Seventeen years after the Department of Transportation and Communications (DOTC) awarded the concession agreement for the Ninoy Aquino International Airport (NAIA) Terminal 3 project, the modern passenger terminal building may finally be ready for full airline operations on July 31.
“We are extremely pleased to confirm that full airline operations will begin at NAIA Terminal 3 next week. Our gateway airport will now be able to welcome 3.5 million more passengers with modern facilities every year, and Terminal 1 will now be considerably decongested to improve passenger convenience,” DOTC Secretary Joseph Emilio Abaya said in a statement.
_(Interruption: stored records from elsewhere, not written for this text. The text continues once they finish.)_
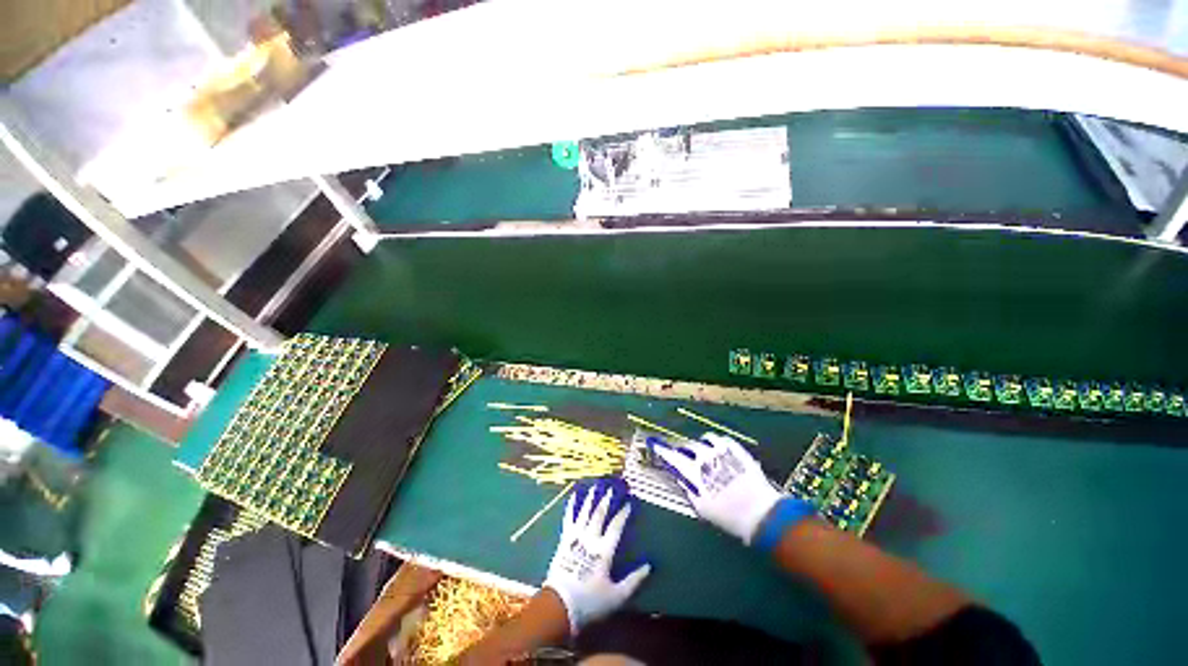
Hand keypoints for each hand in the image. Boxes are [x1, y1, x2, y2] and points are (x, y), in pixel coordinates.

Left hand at [542, 478, 651, 634]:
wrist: (559, 606)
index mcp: (604, 551)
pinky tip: (572, 497)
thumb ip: (634, 580)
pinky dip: (571, 506)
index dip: (623, 514)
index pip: (616, 527)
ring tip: (594, 486)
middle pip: (599, 515)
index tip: (628, 503)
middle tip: (611, 488)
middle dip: (606, 500)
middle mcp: (590, 539)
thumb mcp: (617, 596)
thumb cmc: (590, 602)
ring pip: (584, 513)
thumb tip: (649, 566)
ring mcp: (575, 538)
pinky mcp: (564, 541)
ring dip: (590, 499)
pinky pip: (568, 519)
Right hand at [648, 432, 784, 543]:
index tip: (655, 446)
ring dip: (701, 445)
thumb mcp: (701, 507)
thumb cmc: (728, 516)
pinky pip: (721, 439)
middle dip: (684, 452)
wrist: (760, 513)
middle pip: (687, 447)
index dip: (662, 450)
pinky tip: (720, 453)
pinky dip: (717, 444)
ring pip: (704, 439)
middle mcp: (704, 456)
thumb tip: (679, 477)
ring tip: (705, 455)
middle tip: (687, 460)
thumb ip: (687, 489)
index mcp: (693, 471)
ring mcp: (721, 449)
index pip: (672, 456)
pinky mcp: (736, 448)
“The Manila International Airport Authority (MIAA) has informed us that Delta Airlines will have its first flight out of Terminal 3 on August 1, while KLM Royal Dutch Airlines will move within the first week of August. Singapore Airlines, Emirates, and Cathay Pacific will follow suit by the end of next month. These five carriers have the highest volume of international flights coming into and out of NAIA, so we look forward to giving them a new home,” Abaya added.
The NAIA-3 project was awarded to a consortium of the Philippine International Air Terminals Co. (Piatco) and German-based airport operator Fraport AG in 1997, and was supposed to be completed in 2002. A number of legal issues related to the bidding process, subcontracting work, the ownership profile of the consortium, and major changes to the original contract led to the terminal’s expropriation by the Arroyo government in 2004, miring the terminal in legal battles that delayed its opening until 2008, and even then only on a partial basis.
In August last year, Terminal 3’s original contractor, Takenaka Corp. of Japan, was engaged to complete the terminal’s facilities under a $40 million contract regardless of the ongoing cases.
Over the past year, the Japanese firm has undertaken completion works for systems such as flight information displays, computer terminals, gate coordination, landing bridges, and fire protection systems, with about 85 percent of the work being reported as completed as of July 18. Other systems, such as the building maintenance system, which are not critical to airline operations are scheduled to be completed within the year.
The transfer of the five airlines is intended to reduce Terminal 1’s annual passenger throughput from the current 8 million down to its design capacity of 4.5 million, easing passenger congestion and speeding up Terminal 1’s ongoing rehabilitation work.
“We made sure that 17 years and 4 administrations later, the whole Terminal 3 facility may be enjoyed by the public within this term,” Abaya said.